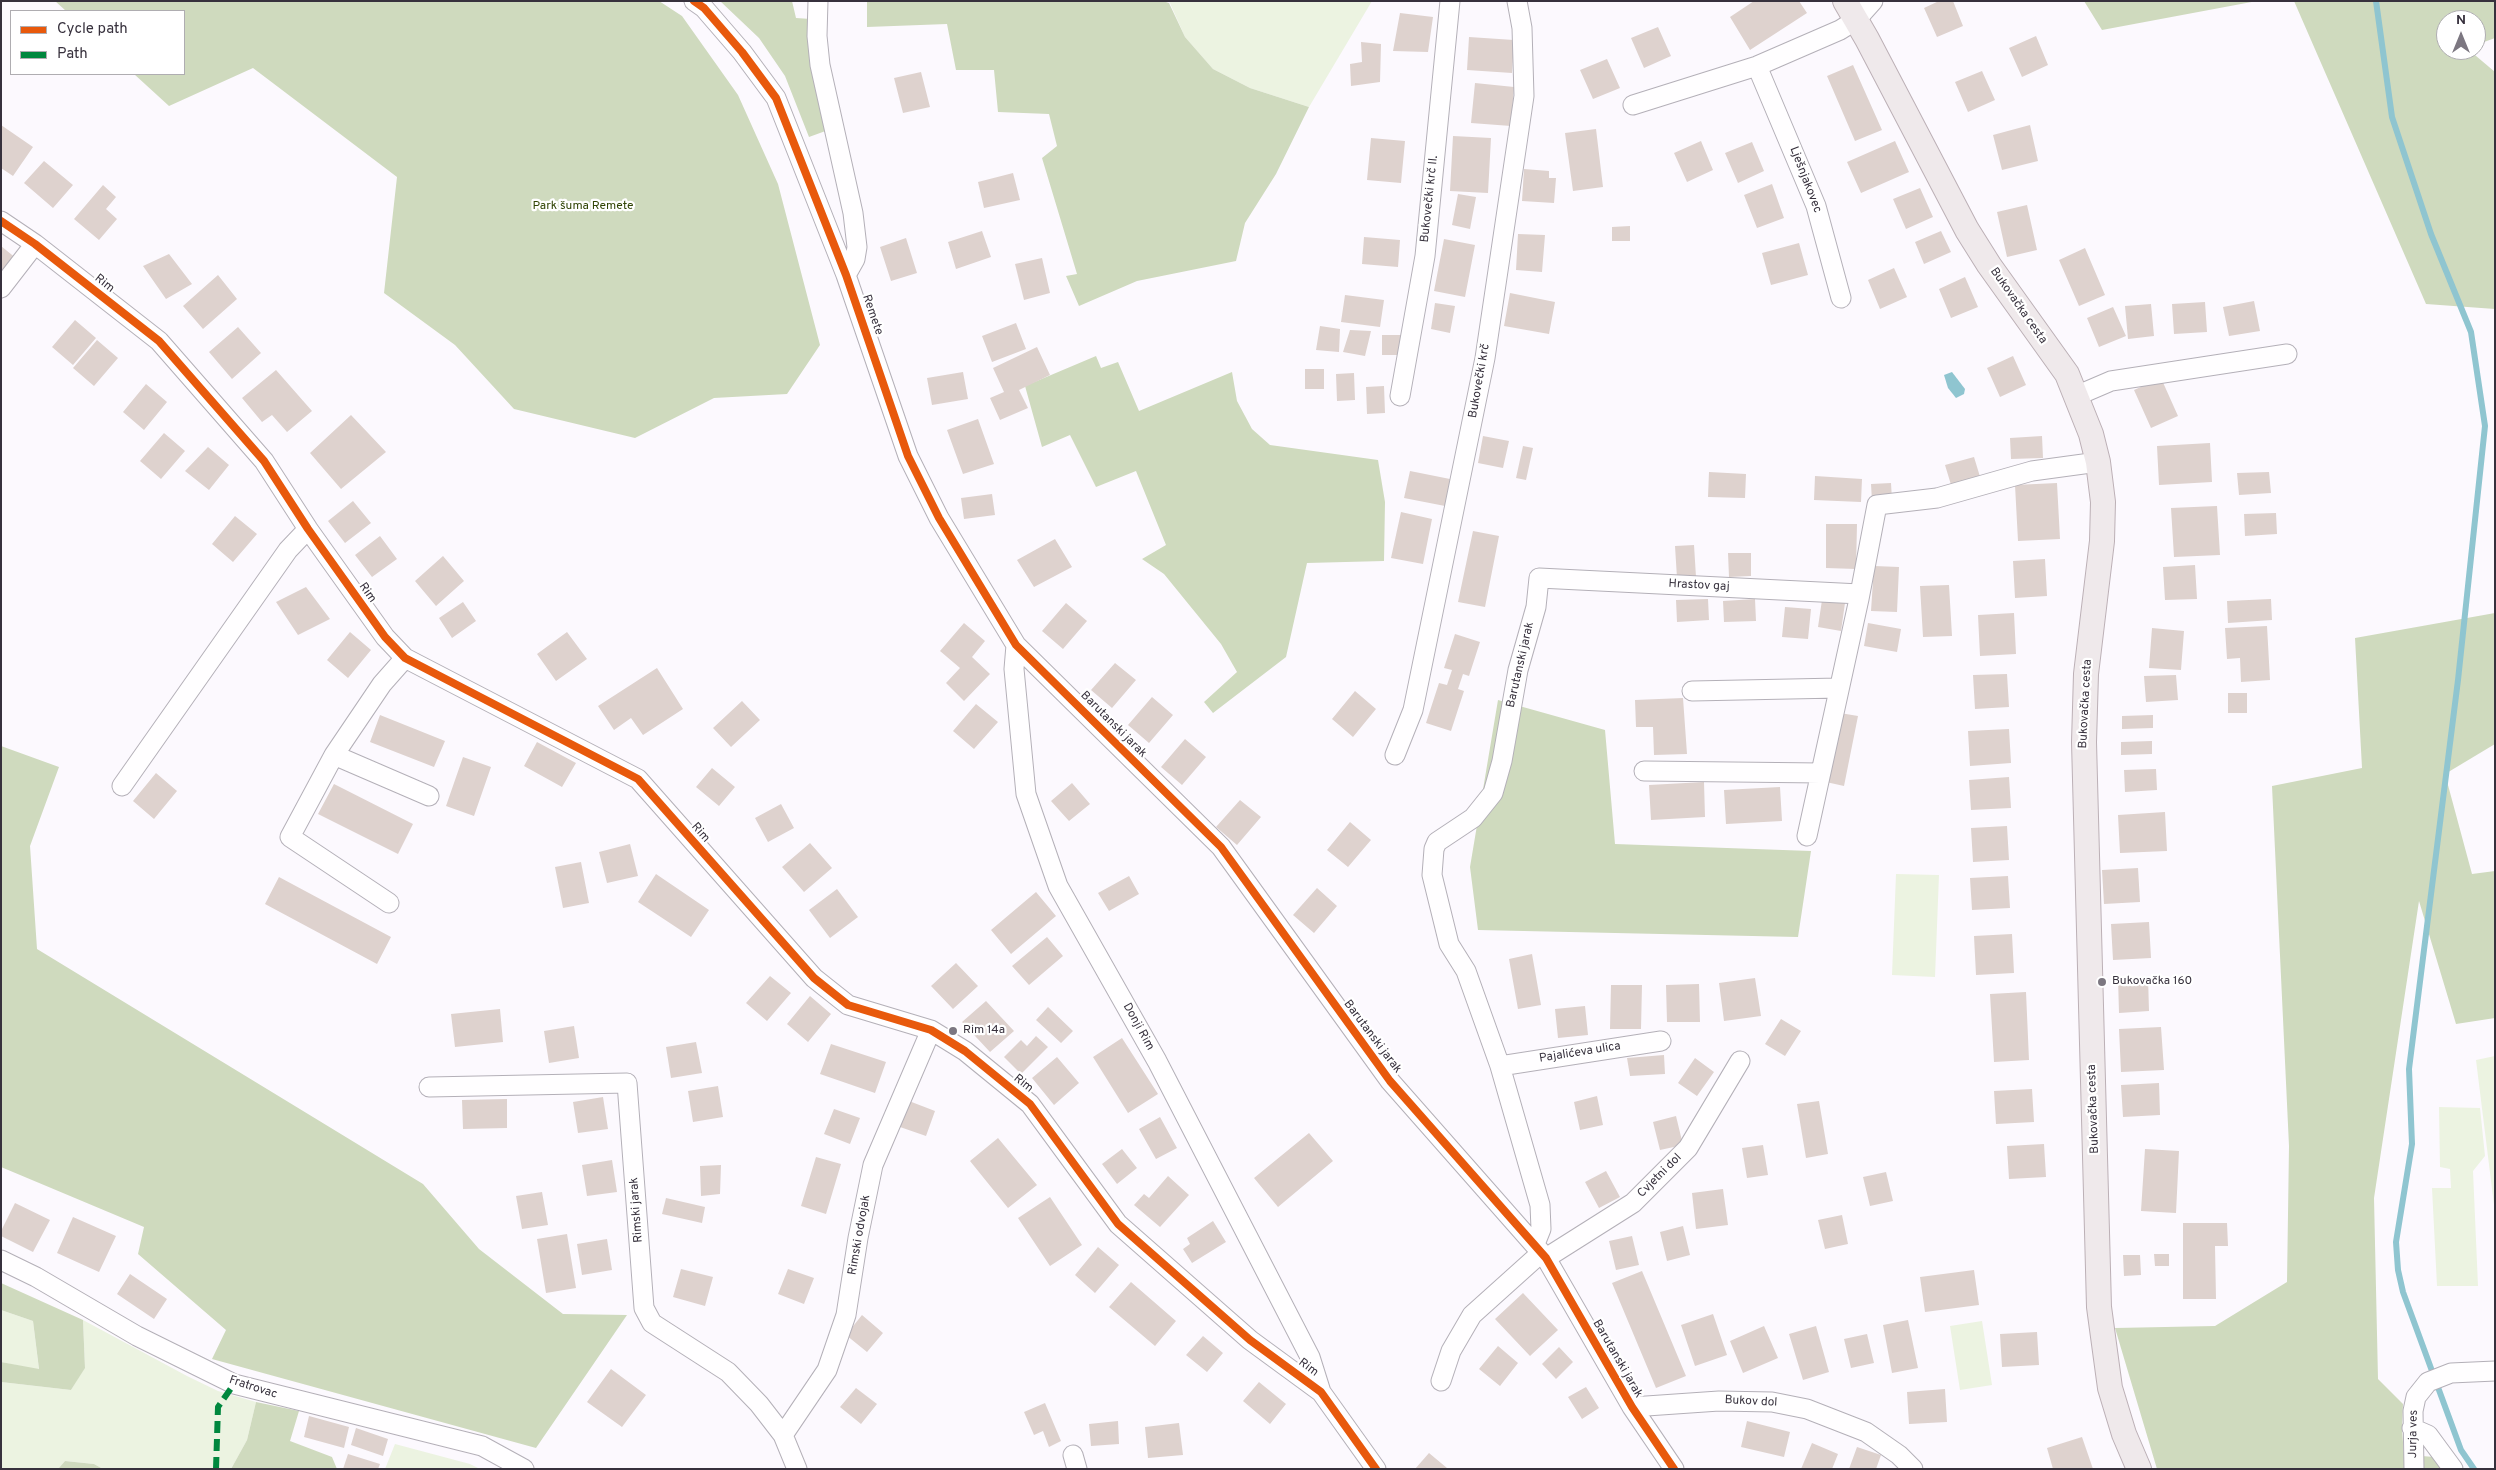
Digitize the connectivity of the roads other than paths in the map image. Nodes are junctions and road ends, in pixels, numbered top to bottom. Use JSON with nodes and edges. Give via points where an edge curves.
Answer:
########################################
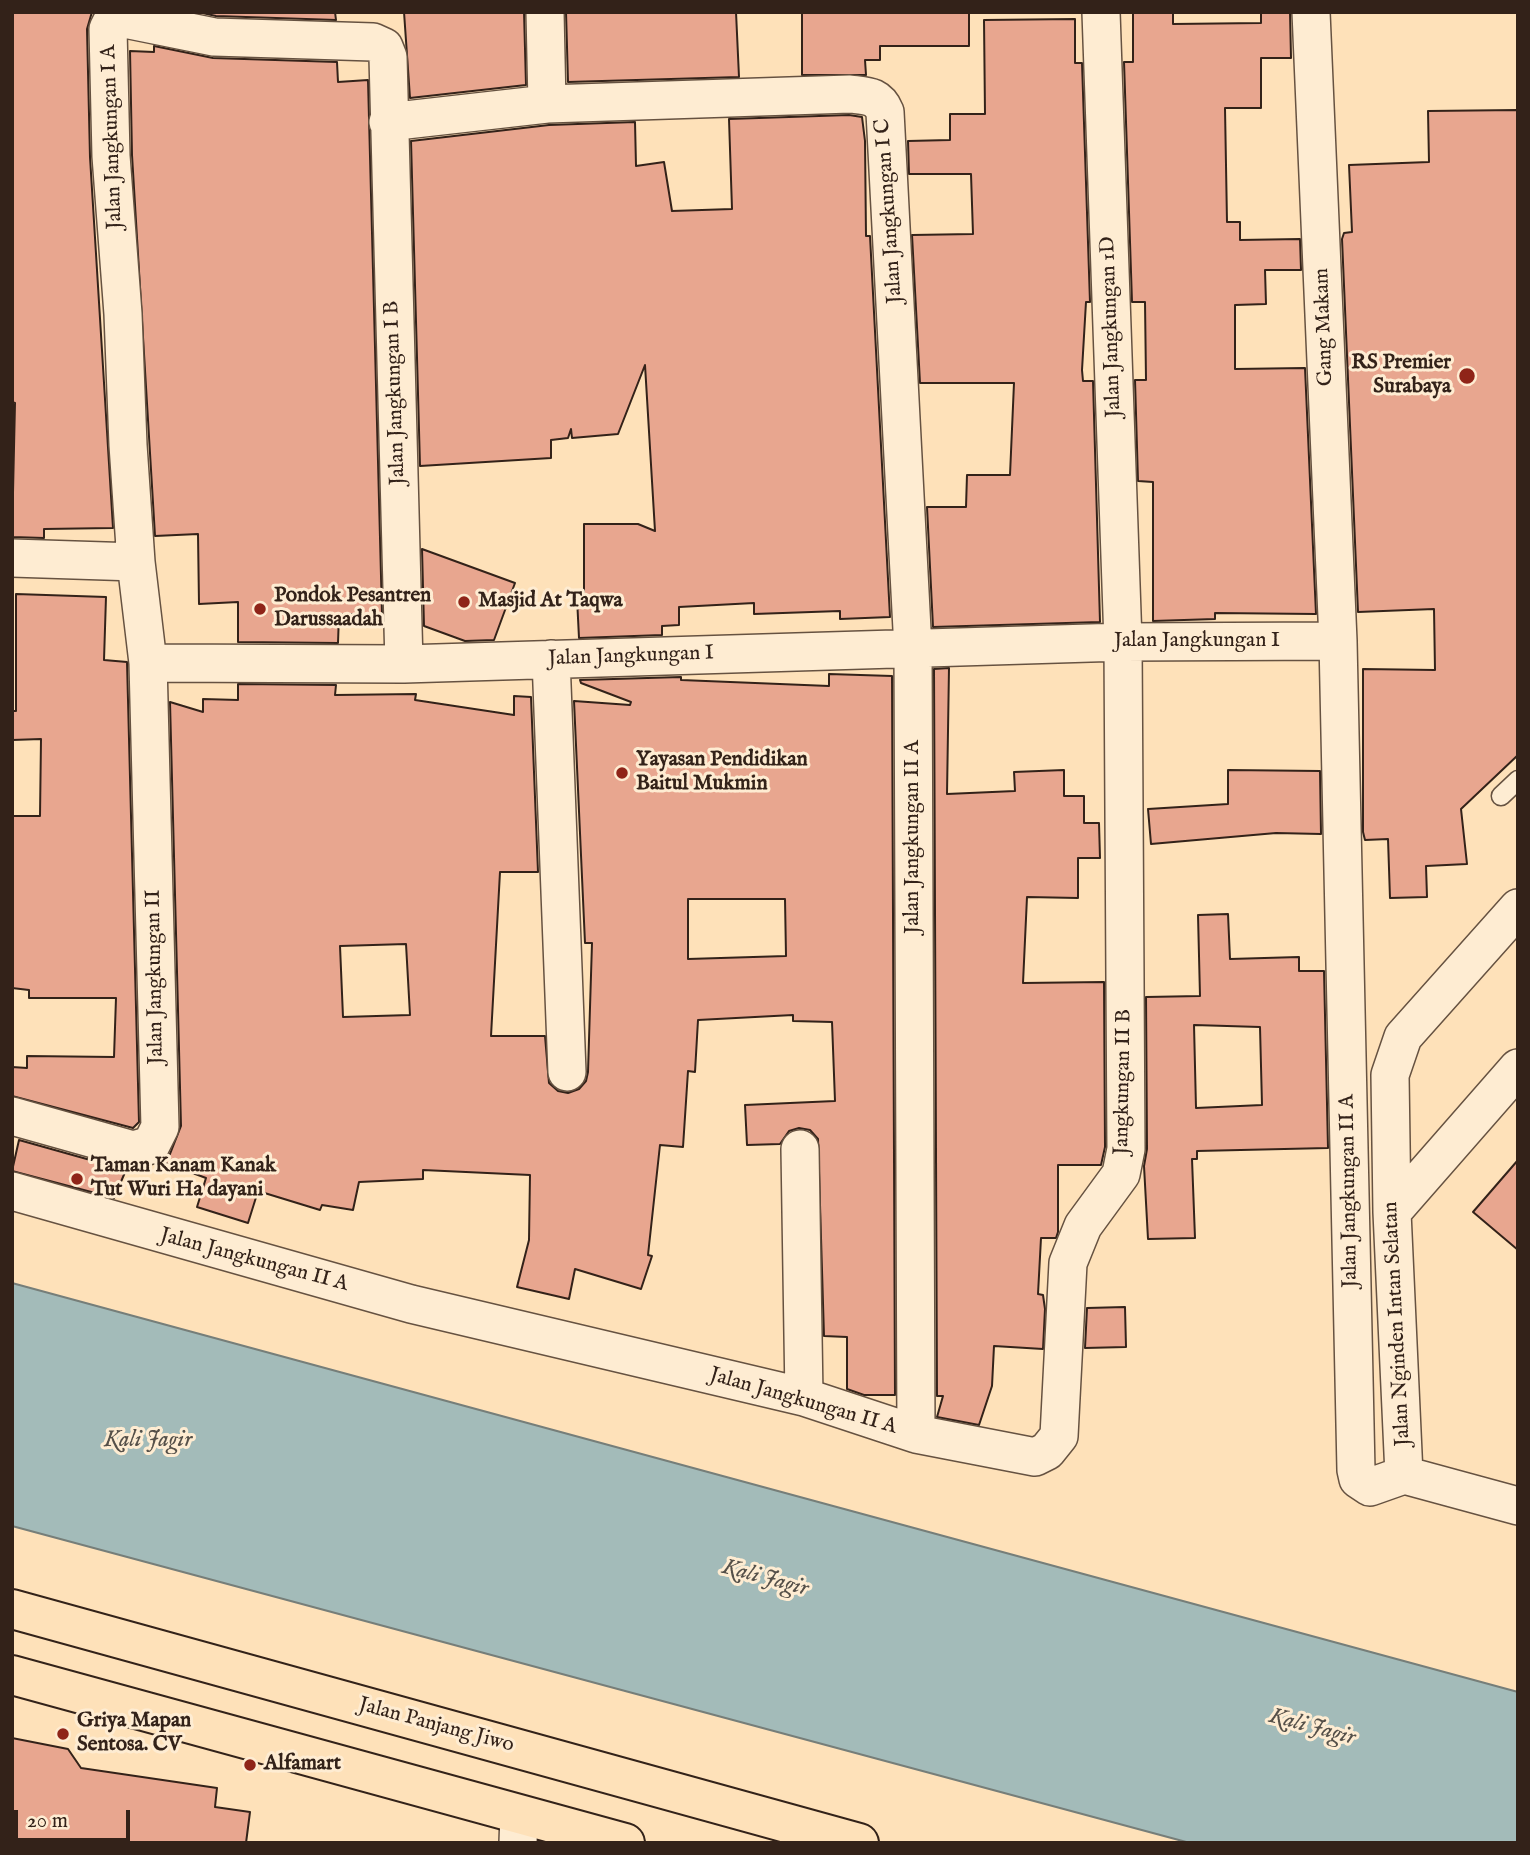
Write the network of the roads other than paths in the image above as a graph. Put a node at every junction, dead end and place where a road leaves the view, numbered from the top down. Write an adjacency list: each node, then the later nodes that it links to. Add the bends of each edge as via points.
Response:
########################################
### TASK PROMPT
Look through the data above. Copy every line with the string "where" in it.

### RESPONSE BOX
Digitize the connectivity of the roads other than paths in the map image. Nodes are junctions and road ends, in pixels, numbered top to bottom. Use JSON with nodes and edges. Give via points where an edge curves.
Write the network of the roads other than paths in the image above as a graph. Put a node at every junction, dead end and place where a road leaves the view, numbered from the top down. Write an adjacency list: each node, then the later nodes that it links to. Add the bends of each edge as via points.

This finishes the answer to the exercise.